Question

Solve the system of equations by using matrix equations:
5x+4y=-3
-3x-5y=-24

Answer 1

I forgot all about matrices and how to find the inverse..

Answer 2

All you joe...

Answer 3

-_-

Answer 4

Apparently, nobody likes matrices

Answer 5

That includes you Saifoo

Answer 6

Too tedious..

Answer 7

agree.

Answer 8

yeah, its just tedious.

Use this formula to get the inverse of the matrix:

If A is the 2x2 matrix

a b
c d

Then:
\[A^{-1}=\frac{1}{detA}B\]
Where B is the 2x2 matrix

d -b
-c a

Answer 9

det?

Answer 10

Determinant? if you dont know how to calculate the determinant of a 2x2 matrix then this is going to require a bit more work.

Answer 11

(not saying that as an insult, im just saying, other paths are long, sry if it came off that way)

Answer 12

Ah, no it's fine. It's like cross multiplying or something.. right?

Answer 13

right right, if A is the 2x2 matrix:

a b
c d

then the det(A) = ad - bc

Answer 14

In this case, the determinant is -37?

Answer 15

From Mathematica:
\[\text{LinearSolve}\left[\left( \begin{array}{cc} 5 & 4 \\ -3 & -5 \end{array} \right),\left( \begin{array}{c} -3 \\ -24 \end{array} \right)\right]\to \left\{\left\{-\frac{111}{13}\right\},\left\{\frac{129}{13}\right\}\right\} \]

Answer 16

it would be:\[5(-5)-(4)(-3)=-25+12=-13\]

Answer 17

Oh yeah, my mistake.. I wrote it as -12 instead of +

Answer 18

\[-1/13\left[\begin{matrix}-5 & -4 \\ 3 & 5\end{matrix}\right]\left[\begin{matrix}5 & 4 \\ 3 & -5\end{matrix}\right] \left(\begin{matrix}x \\ y\end{matrix}\right) = -1/13\left[\begin{matrix}-5 & -4 \\ 3 & 5\end{matrix}\right]\left(\begin{matrix}-3 \\ 24\end{matrix}\right)\]
The ( ) are supposed to be [ ] but I couldn't find the [ ] for 2x1 matrices

Answer 19

@@ I forgot how to multiply matrices too!! How did you get 111? -5(-3).. and then what else?

Answer 20

its -5(-3)+(-4)(-24) for the first entry, then (3)(-3)+(5)(-24)

Answer 21

for the second.

Answer 22

Okay. How did you cancel out everything on the left side so you are just left with x, y ?

Answer 23

Well i'm not sure exactly which matrix equations you are supposed to use but here's gaussian elimination

Original Matrix:
5 4 -3
-3 -5 -24

3 * row 1:
15 12 -9
-3 -5 -24

5 * row 2:
15 12 -9
-15 -25 -120

row 1 added to row 2:
15 12 -9
0 -13 -129

row 2 divided by -13:
15 12 -9
0 1 9.923

-12 * row 2:
15 12 -9
0 -12 -119.076

row 2 added to row 1:
15 0 -128.076
0 -12 -119

row 1 divided by 15
and row 2 divided by -12:
1 0 -8.538
0 1 9.923

therefore:
x = -8.538
y = 9.923

Answer 24

Do you mean the part where I did:\[A\vec x=\vec b\iff A^{-1}A\vec x=A^{-1}\vec b\]\[\vec x = A^{-1}\vec b\]
?

Answer 25

Yes..

Answer 26

Thats because:\[AA^{-1}=A^{-1}A=I\]
The identity matrix. Its the equivalent of 1 in matrices.
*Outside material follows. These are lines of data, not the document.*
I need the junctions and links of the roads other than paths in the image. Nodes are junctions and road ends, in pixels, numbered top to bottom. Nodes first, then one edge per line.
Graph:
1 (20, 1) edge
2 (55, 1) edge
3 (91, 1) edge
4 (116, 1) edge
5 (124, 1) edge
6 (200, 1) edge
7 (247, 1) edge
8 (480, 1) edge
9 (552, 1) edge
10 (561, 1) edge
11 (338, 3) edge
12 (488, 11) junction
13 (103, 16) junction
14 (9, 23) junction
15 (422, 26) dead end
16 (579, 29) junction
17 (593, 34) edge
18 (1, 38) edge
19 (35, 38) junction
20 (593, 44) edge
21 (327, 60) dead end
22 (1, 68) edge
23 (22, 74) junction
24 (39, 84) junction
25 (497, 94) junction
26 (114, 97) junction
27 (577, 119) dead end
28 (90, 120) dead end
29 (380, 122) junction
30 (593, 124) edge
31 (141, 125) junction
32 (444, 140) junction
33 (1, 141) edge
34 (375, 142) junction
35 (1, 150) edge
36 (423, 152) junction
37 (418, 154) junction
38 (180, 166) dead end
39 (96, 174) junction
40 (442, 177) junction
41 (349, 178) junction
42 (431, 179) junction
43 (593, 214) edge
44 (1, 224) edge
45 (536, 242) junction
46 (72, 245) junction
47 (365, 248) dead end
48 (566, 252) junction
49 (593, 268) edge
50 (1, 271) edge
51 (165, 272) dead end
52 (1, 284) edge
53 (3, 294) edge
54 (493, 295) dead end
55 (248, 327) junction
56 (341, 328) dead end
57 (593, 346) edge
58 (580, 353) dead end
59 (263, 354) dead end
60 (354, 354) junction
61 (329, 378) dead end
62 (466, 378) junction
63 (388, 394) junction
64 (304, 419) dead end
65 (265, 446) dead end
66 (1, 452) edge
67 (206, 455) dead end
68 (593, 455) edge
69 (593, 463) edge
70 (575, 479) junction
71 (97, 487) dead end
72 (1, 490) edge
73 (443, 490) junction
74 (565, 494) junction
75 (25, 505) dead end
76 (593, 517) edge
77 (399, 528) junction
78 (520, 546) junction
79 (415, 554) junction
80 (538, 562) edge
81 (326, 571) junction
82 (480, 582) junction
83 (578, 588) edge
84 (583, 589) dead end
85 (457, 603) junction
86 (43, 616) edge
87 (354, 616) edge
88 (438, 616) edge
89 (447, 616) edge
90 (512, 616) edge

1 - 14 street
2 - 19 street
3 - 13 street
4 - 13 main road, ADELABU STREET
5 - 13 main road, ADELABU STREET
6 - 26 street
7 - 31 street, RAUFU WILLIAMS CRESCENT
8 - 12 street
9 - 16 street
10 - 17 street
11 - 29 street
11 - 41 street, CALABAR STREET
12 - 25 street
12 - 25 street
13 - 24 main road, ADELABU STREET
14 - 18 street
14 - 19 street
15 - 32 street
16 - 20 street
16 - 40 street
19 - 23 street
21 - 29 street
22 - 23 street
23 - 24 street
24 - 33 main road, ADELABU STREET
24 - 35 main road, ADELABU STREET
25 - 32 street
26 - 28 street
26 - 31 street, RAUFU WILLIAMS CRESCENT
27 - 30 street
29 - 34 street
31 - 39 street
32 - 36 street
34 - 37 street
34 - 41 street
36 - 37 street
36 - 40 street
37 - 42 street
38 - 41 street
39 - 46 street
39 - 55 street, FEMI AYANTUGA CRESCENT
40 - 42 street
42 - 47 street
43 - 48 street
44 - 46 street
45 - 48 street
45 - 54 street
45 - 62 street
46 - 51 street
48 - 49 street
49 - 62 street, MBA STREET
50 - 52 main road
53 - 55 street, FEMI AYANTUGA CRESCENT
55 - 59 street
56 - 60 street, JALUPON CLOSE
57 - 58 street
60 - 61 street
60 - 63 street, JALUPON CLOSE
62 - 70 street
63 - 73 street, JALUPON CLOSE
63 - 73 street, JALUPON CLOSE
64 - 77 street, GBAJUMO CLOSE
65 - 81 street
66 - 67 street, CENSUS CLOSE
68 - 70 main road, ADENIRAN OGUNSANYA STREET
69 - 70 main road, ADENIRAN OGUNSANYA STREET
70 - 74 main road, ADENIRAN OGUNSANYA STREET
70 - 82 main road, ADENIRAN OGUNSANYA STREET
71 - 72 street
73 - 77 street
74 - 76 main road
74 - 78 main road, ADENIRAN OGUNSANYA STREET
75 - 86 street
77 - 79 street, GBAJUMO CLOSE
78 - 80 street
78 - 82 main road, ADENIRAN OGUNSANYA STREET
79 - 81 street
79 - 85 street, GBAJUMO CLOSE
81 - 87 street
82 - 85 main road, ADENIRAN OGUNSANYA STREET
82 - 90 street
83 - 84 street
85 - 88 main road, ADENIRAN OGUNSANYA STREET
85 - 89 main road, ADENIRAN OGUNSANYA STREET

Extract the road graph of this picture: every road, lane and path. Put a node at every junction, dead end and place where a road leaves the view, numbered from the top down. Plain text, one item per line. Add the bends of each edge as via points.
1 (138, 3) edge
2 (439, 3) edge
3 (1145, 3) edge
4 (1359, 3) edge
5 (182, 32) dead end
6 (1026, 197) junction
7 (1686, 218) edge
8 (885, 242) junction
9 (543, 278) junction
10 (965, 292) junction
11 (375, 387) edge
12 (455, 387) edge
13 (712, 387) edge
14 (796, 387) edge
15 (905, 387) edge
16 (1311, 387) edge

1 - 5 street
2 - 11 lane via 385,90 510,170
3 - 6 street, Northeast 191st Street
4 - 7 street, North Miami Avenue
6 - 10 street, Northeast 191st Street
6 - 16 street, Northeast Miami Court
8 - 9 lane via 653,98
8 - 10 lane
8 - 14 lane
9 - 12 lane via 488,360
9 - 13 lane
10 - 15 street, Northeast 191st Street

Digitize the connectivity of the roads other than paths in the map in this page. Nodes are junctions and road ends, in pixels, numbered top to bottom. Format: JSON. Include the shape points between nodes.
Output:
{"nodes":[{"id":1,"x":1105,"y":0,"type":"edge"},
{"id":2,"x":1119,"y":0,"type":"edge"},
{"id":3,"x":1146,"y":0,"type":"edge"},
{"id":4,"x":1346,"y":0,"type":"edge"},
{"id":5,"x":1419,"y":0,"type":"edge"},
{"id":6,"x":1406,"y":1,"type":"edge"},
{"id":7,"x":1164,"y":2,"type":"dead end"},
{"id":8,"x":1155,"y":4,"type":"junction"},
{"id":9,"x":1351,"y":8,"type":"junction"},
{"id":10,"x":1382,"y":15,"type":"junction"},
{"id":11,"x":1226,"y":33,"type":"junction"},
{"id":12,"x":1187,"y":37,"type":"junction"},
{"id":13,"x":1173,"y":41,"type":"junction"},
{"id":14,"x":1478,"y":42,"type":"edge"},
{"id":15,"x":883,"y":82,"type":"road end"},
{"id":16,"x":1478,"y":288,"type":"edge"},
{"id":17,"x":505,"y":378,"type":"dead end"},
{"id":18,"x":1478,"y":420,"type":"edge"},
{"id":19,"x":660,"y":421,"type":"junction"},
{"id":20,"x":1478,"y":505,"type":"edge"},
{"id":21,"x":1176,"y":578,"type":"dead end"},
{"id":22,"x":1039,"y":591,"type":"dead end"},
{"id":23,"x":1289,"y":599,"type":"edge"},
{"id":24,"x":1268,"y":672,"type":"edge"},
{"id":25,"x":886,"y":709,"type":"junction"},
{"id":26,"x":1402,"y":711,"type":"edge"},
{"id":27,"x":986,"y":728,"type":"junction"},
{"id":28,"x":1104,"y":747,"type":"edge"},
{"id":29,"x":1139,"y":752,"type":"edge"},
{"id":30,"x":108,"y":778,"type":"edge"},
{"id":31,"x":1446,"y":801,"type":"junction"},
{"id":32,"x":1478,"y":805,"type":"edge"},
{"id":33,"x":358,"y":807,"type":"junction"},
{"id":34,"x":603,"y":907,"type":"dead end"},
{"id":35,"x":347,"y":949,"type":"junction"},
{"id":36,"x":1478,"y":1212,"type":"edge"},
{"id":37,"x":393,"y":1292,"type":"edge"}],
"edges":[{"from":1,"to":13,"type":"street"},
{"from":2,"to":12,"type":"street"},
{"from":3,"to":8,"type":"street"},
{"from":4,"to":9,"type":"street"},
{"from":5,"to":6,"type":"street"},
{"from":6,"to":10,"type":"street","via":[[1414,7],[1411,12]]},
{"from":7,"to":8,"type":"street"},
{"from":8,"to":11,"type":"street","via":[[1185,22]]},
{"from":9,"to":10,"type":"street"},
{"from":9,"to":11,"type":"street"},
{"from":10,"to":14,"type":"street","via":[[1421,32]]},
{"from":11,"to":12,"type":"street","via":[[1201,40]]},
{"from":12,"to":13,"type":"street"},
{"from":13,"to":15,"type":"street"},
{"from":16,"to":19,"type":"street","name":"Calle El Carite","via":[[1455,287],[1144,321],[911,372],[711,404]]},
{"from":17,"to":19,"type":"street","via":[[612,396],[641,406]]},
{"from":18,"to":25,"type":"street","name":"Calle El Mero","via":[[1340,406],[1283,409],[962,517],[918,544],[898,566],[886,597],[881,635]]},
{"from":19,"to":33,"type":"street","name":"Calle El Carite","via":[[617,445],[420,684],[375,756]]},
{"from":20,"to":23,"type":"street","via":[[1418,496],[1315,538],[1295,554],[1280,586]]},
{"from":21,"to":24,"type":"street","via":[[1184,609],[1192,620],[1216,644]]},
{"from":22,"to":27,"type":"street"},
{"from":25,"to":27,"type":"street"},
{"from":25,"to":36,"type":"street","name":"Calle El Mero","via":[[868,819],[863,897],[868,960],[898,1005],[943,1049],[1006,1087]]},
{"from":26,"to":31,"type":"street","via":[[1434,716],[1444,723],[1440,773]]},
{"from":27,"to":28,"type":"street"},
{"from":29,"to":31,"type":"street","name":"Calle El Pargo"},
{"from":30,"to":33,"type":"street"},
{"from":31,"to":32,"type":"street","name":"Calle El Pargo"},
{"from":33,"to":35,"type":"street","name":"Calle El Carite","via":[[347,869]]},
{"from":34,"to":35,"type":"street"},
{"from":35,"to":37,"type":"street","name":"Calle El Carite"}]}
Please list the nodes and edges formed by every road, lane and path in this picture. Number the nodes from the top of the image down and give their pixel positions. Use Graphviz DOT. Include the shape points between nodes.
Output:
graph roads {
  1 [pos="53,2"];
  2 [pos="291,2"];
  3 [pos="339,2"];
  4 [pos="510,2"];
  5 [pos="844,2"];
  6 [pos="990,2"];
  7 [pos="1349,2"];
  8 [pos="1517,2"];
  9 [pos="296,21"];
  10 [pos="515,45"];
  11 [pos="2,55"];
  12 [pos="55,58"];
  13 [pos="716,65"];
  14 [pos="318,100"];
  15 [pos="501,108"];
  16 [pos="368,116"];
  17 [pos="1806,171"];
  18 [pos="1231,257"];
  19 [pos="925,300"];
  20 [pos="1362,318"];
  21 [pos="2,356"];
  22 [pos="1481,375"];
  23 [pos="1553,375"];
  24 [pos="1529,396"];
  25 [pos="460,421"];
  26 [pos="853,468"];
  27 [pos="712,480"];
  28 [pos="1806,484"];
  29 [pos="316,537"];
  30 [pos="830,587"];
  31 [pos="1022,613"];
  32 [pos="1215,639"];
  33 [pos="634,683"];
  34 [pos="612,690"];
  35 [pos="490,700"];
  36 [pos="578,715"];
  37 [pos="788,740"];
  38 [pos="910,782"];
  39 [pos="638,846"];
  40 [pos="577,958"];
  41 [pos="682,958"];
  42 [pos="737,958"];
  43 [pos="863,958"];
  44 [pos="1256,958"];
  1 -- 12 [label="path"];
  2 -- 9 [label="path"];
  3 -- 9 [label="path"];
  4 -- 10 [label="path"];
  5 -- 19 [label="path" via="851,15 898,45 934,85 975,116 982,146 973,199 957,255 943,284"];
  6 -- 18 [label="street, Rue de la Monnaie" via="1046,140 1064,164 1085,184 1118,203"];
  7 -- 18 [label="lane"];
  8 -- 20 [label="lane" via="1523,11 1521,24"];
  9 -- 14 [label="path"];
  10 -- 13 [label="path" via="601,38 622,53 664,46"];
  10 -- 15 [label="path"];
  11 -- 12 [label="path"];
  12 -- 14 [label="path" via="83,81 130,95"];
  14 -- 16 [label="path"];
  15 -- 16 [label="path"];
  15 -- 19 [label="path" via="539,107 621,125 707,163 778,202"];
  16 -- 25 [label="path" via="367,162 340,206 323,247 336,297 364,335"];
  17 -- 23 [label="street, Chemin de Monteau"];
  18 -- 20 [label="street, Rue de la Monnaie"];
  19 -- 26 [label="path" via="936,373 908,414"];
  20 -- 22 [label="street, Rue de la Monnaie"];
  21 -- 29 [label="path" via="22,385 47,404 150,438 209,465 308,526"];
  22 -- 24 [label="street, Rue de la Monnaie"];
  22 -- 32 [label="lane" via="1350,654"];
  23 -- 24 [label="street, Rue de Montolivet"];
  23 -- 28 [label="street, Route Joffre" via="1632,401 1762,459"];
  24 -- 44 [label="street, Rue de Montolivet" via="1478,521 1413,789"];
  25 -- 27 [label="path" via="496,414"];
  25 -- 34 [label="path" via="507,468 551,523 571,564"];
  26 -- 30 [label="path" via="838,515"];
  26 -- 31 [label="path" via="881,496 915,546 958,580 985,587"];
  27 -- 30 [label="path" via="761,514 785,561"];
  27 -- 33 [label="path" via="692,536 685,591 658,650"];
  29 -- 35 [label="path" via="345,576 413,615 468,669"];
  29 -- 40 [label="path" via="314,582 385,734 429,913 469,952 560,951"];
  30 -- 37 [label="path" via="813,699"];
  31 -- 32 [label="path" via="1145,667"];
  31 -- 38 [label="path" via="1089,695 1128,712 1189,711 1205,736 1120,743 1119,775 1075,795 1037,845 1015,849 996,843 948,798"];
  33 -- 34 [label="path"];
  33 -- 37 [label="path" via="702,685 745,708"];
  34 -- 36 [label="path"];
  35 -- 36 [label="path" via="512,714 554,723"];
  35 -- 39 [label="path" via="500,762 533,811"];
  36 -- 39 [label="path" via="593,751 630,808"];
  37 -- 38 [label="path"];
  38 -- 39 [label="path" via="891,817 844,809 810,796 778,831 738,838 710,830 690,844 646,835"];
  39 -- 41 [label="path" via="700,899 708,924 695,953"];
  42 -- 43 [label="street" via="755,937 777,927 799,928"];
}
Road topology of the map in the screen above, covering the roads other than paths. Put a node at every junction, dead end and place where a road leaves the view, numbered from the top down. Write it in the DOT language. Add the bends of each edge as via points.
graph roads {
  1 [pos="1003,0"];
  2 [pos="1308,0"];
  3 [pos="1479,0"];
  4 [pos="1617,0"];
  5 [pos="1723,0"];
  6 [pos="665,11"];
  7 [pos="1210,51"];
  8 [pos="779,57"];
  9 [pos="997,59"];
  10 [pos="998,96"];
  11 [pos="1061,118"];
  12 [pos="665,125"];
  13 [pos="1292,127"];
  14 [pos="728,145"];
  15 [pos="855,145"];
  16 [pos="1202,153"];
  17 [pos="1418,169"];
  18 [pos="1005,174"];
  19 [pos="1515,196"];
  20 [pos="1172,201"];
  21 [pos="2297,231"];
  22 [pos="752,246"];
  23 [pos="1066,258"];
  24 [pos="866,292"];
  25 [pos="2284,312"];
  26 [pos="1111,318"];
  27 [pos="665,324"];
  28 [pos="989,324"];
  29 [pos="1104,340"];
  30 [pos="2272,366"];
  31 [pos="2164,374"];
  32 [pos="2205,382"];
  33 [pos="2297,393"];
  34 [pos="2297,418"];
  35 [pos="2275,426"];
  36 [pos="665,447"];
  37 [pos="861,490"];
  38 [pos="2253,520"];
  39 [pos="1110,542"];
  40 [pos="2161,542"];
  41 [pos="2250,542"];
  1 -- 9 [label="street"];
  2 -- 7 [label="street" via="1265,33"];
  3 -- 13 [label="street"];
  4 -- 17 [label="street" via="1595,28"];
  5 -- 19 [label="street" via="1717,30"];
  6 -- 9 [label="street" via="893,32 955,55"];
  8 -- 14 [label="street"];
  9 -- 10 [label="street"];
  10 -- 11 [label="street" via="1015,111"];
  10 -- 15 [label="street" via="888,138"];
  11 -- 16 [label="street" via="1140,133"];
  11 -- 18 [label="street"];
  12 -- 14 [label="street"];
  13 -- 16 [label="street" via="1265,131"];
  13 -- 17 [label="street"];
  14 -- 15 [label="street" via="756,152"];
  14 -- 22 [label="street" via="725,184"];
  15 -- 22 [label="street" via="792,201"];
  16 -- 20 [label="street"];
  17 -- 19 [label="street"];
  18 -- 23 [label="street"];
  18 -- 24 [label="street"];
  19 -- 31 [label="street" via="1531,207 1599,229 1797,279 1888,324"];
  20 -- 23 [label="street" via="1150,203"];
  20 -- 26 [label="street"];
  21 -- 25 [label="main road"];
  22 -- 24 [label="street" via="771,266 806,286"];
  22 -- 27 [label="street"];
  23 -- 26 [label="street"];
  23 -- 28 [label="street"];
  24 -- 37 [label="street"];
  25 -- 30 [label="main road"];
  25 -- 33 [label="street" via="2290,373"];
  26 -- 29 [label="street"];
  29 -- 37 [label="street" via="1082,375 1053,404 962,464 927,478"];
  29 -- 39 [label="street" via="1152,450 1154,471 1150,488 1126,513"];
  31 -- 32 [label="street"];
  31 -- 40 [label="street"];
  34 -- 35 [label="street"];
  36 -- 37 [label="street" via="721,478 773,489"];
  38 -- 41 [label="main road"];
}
So guess the step I skipped was:
\[A\vec x =\vec b \iff (A^{-1}A)\vec x =A^{-1}\vec b \iff I\vec x = A^{-1}\vec b\iff \vec x = A^{-1}\vec b\]

Answer 27

Thats the purpose of A inverse. it multiply with A to "cancel it out"

Answer 28

Oh, I see now! If I could give you more than one medal, I would!!